Misure di prevenzione e pene sono contenute in un medesimo genus, quello delle misure afflittive di controllo sociale, ma solo le pene prevedono un’afflizione funzionale alla punizione di un fatto[21].

4. LA CONVENZIONE EDU E L’IRRILEVANZA DELLA CD. MATIÈRE PÉNALE

Anche in materia di prevenzione, da tempo la Costituzione costituisce solo uno dei parametri di garanzia per il cittadino, cui si è affiancata la Convenzione europea dei diritti dell’uomo con la annessa giurisprudenza della Corte di Strasburgo.

Proprio quest’ultima rappresenta un’interlocutrice imprescindibile per l’interprete, essendo intervenuta ripetutamente con pronunce via via più significative.

Anche dalla giurisprudenza europea è emersa, come già dalle sentenze della Corte costituzionale, la piena legittimazione delle nostre misure di prevenzione, quali strumenti necessari per il conseguimento di obiettivi di sicurezza pubblica compatibili con la Convenzione[22].

Al penalista nostrano sorge spontanea e immediata la domanda se le misure ante delictum appartengano alla matière penale convenzionale e dunque meritino l’applicazione delle relative garanzie, in primis quelle di cui agli artt. 6 e 7 della Convenzione, e in secundis quella – davvero à la page negli ultimi tempi – del ne bis in idem (sostanziale) rispetto alle sanzioni penali strictu sensu[23].

Le risposte, a questo proposito, sono molto chiare e in qualche modo conseguenziali tra loro.

La Corte ha ripetutamente escluso la natura penale delle misure di prevenzione, tanto personali (sorveglianza speciale) quanto patrimoniali (confisca di prevenzione)[24], individuando poi il parametro convenzionale di riferimento non tanto nell’art. 5, posto a tutela della libertà personale, quanto nell’art. 2 del IV Protocollo, che presidia la libertà di circolazione[25].

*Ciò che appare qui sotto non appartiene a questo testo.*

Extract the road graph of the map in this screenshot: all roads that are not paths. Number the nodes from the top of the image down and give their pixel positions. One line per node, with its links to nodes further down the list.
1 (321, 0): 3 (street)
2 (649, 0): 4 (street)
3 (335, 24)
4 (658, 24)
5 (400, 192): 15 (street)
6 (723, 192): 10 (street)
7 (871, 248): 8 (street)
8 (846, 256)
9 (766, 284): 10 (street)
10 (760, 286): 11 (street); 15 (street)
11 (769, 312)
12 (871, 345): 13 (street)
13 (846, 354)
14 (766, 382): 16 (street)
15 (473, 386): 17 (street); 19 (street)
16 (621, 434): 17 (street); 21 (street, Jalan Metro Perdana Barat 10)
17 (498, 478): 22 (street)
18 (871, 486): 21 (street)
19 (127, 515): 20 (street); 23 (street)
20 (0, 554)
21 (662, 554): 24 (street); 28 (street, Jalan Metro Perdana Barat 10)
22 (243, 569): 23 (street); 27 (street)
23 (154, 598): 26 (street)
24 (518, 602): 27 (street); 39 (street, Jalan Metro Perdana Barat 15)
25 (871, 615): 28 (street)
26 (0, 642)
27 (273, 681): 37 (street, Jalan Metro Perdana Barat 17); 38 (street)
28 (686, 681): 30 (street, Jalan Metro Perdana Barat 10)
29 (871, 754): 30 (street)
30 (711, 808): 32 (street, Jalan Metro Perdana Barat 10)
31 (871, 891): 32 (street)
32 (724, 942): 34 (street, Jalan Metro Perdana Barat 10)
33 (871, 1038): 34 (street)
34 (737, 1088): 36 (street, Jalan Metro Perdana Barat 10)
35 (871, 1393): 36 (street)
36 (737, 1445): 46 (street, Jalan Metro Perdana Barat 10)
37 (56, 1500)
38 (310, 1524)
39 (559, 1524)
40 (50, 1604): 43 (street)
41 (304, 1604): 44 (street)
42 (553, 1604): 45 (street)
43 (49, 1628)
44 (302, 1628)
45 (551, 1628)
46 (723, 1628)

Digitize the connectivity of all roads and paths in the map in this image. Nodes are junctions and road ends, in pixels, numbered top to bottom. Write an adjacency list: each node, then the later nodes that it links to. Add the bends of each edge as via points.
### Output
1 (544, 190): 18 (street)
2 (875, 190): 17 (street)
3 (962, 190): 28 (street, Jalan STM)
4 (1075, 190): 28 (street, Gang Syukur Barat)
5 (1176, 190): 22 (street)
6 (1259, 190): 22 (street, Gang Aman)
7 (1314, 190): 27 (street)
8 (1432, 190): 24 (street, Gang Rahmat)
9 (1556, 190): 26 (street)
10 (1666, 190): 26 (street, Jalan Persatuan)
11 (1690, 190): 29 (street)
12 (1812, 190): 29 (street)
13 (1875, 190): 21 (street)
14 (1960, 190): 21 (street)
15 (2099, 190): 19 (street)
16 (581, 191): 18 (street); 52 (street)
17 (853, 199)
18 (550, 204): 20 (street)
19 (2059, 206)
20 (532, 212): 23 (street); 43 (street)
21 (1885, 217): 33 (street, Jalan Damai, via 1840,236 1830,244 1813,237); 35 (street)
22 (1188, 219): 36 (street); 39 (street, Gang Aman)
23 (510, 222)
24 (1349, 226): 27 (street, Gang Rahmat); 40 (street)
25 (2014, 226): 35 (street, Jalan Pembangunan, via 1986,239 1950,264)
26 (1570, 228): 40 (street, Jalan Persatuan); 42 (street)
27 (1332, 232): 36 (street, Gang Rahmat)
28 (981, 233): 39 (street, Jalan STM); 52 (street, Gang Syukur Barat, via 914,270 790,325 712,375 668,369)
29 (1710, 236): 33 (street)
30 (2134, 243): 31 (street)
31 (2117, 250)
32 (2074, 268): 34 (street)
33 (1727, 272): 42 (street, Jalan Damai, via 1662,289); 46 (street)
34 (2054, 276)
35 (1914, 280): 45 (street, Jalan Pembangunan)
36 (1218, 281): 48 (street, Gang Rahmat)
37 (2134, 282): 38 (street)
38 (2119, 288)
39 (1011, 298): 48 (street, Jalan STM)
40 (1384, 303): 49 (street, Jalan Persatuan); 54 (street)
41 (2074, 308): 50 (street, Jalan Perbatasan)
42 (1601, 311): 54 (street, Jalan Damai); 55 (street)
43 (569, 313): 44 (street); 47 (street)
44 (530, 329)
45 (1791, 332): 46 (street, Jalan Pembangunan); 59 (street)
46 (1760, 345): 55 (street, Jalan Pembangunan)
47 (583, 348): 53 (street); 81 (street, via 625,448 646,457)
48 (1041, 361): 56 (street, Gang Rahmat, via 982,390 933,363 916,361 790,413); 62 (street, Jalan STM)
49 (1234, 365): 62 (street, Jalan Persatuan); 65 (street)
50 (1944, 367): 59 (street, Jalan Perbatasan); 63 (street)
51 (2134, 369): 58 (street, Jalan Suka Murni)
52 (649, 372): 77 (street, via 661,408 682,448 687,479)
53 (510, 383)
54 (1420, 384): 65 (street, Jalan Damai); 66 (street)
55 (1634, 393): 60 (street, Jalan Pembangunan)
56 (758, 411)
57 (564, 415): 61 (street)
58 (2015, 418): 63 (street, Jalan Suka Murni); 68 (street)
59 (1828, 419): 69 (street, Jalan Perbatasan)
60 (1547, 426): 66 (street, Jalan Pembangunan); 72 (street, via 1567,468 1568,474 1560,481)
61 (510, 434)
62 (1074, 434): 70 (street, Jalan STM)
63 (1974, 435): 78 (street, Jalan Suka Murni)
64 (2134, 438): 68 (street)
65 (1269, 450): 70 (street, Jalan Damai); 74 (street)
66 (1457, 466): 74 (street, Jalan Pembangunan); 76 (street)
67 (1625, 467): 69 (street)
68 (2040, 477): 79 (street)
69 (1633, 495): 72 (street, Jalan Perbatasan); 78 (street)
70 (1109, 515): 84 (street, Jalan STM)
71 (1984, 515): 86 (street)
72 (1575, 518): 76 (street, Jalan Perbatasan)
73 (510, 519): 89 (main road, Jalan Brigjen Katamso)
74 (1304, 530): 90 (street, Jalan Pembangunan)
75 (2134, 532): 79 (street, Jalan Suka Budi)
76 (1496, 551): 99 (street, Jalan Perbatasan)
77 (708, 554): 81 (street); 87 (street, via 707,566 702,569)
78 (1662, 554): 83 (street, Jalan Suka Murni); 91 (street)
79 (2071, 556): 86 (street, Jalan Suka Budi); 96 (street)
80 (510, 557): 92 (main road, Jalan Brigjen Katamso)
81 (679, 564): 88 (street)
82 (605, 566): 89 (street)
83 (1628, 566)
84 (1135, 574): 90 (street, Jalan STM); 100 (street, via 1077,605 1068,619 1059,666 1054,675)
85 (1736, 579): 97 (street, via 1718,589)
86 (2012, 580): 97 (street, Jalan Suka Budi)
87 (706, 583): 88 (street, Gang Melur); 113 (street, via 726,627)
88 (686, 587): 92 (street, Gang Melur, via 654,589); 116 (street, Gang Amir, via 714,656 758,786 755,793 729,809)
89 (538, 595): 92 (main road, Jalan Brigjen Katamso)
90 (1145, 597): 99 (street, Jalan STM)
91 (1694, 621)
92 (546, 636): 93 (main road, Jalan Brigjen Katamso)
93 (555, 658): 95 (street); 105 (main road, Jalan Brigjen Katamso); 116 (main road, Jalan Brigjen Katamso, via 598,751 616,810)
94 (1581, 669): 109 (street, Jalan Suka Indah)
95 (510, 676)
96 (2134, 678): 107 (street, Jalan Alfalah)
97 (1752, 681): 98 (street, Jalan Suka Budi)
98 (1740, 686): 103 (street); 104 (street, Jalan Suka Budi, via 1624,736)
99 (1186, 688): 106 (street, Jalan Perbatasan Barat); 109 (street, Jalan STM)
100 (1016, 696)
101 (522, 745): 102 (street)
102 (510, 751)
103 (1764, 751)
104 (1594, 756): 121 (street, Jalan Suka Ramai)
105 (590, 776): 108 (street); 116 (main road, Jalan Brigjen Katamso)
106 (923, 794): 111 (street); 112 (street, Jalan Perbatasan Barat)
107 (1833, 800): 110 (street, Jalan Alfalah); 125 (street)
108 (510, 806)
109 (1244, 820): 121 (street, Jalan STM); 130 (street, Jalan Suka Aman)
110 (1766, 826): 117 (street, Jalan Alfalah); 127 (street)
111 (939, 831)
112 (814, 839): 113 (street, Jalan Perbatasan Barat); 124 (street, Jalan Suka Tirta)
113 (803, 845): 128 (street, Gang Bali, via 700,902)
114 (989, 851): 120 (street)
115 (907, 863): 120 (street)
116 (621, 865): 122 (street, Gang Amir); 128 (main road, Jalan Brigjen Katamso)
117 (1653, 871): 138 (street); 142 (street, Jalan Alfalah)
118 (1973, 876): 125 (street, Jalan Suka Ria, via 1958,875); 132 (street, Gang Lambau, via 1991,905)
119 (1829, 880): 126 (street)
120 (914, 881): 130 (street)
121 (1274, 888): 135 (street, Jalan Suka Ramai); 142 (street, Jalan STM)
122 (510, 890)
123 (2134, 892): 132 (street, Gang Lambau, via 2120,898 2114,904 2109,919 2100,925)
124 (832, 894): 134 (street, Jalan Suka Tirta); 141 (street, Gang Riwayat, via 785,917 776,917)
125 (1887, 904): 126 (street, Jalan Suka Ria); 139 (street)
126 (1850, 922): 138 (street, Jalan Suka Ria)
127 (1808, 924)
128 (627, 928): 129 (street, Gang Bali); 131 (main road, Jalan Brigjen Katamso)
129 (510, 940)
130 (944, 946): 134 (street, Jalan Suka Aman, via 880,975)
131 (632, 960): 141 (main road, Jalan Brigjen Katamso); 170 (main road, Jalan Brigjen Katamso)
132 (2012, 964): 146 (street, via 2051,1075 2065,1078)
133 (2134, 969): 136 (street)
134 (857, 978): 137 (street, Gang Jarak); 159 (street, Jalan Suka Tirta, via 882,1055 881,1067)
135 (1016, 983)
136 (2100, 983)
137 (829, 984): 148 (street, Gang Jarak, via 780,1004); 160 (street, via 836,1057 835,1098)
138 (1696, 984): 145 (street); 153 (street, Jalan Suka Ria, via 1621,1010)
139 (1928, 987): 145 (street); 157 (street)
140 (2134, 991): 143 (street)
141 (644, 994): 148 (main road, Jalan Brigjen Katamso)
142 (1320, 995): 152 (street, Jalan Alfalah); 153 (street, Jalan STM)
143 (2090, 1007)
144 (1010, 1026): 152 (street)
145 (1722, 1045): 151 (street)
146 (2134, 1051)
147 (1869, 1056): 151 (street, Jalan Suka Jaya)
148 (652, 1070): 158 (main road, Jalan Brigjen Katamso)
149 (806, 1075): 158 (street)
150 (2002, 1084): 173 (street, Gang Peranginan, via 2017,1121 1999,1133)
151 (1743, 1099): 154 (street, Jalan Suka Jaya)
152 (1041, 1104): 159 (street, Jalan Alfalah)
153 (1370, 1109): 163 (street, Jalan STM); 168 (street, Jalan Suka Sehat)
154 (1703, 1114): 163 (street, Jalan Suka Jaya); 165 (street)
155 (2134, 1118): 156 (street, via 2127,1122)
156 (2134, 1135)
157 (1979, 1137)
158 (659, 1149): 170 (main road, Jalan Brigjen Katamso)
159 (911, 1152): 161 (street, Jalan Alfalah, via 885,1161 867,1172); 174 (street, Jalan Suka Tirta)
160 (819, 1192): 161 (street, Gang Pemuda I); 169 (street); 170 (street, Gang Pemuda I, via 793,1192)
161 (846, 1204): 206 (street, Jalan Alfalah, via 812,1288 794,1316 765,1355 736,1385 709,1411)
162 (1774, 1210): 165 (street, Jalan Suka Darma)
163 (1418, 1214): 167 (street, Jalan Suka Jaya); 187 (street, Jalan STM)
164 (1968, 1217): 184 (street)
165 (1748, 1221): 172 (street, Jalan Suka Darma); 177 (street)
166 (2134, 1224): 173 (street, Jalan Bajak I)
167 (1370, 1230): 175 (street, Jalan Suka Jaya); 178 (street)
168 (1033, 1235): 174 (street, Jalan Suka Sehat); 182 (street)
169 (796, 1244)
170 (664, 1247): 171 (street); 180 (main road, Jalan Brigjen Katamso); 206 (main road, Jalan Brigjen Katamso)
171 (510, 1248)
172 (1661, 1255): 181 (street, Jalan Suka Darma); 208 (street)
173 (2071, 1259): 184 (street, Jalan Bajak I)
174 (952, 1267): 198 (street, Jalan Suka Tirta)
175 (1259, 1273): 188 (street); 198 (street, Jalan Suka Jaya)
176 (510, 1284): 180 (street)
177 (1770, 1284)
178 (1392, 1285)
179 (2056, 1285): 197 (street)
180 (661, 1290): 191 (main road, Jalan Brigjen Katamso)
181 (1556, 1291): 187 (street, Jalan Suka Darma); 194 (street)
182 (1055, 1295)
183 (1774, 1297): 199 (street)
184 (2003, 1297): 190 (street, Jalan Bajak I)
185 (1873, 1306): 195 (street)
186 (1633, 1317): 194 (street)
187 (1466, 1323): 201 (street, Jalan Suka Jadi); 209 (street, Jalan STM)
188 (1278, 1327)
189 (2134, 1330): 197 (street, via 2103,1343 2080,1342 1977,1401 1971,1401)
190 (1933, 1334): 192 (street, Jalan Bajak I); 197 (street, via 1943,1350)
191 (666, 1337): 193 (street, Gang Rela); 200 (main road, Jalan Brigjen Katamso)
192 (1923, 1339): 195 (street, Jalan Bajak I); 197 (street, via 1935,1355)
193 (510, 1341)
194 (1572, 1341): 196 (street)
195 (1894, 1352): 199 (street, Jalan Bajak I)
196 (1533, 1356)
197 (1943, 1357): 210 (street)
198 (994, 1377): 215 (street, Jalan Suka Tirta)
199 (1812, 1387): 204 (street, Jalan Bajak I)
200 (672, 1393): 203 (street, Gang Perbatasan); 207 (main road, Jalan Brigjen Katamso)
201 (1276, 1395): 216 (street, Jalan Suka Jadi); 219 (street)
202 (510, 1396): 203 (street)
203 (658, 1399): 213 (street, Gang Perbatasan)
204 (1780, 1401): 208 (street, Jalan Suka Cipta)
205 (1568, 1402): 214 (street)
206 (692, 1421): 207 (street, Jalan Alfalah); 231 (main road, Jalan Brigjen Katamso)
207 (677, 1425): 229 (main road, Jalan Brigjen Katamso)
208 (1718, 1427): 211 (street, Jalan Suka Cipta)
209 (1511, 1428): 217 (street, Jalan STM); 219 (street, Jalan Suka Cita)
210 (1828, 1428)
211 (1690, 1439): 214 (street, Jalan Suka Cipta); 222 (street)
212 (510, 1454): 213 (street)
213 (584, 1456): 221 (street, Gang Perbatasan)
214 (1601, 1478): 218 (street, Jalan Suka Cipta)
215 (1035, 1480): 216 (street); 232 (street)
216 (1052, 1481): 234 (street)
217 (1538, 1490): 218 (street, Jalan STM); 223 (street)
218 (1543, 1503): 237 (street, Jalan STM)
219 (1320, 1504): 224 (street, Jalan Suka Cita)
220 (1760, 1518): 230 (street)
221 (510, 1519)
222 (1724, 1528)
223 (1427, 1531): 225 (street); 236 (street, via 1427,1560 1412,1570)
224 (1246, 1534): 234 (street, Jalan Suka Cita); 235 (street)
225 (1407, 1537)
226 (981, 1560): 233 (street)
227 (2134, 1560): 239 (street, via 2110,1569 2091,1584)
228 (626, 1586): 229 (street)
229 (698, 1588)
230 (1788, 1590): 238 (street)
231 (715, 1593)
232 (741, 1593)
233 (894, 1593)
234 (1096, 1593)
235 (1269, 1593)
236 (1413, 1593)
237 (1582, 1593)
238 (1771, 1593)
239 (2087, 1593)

Paradigmatico il caso della sorveglianza speciale. Se nel caso Guzzardi vs Italia[26], la misura accompagnata dall’obbligo, oggi non più previsto, di soggiornare in comune diverso dalla residenza era stata effettivamente giudicata lesiva del diritto di cui all’art. 5 Convenzione edu, successivamente la Corte ha ricondotto la stessa misura (sia con divieto di soggiorno in uno o più comuni sia con obbligo di soggiorno nel comune di residenza) all’art. 2 del Prot. IV Convenzione edu, in quanto tali imposizioni non avrebbero carattere privativo della libertà personale, ma meramente limitativo della libertà di circolazione e di movimento[27].

Conseguentemente, è da negare l’operatività del principio del bis in idem (sostanziale), poiché questo presuppone due sanzioni riconducibili alla materia penale secondo i noti criteri Engel[28].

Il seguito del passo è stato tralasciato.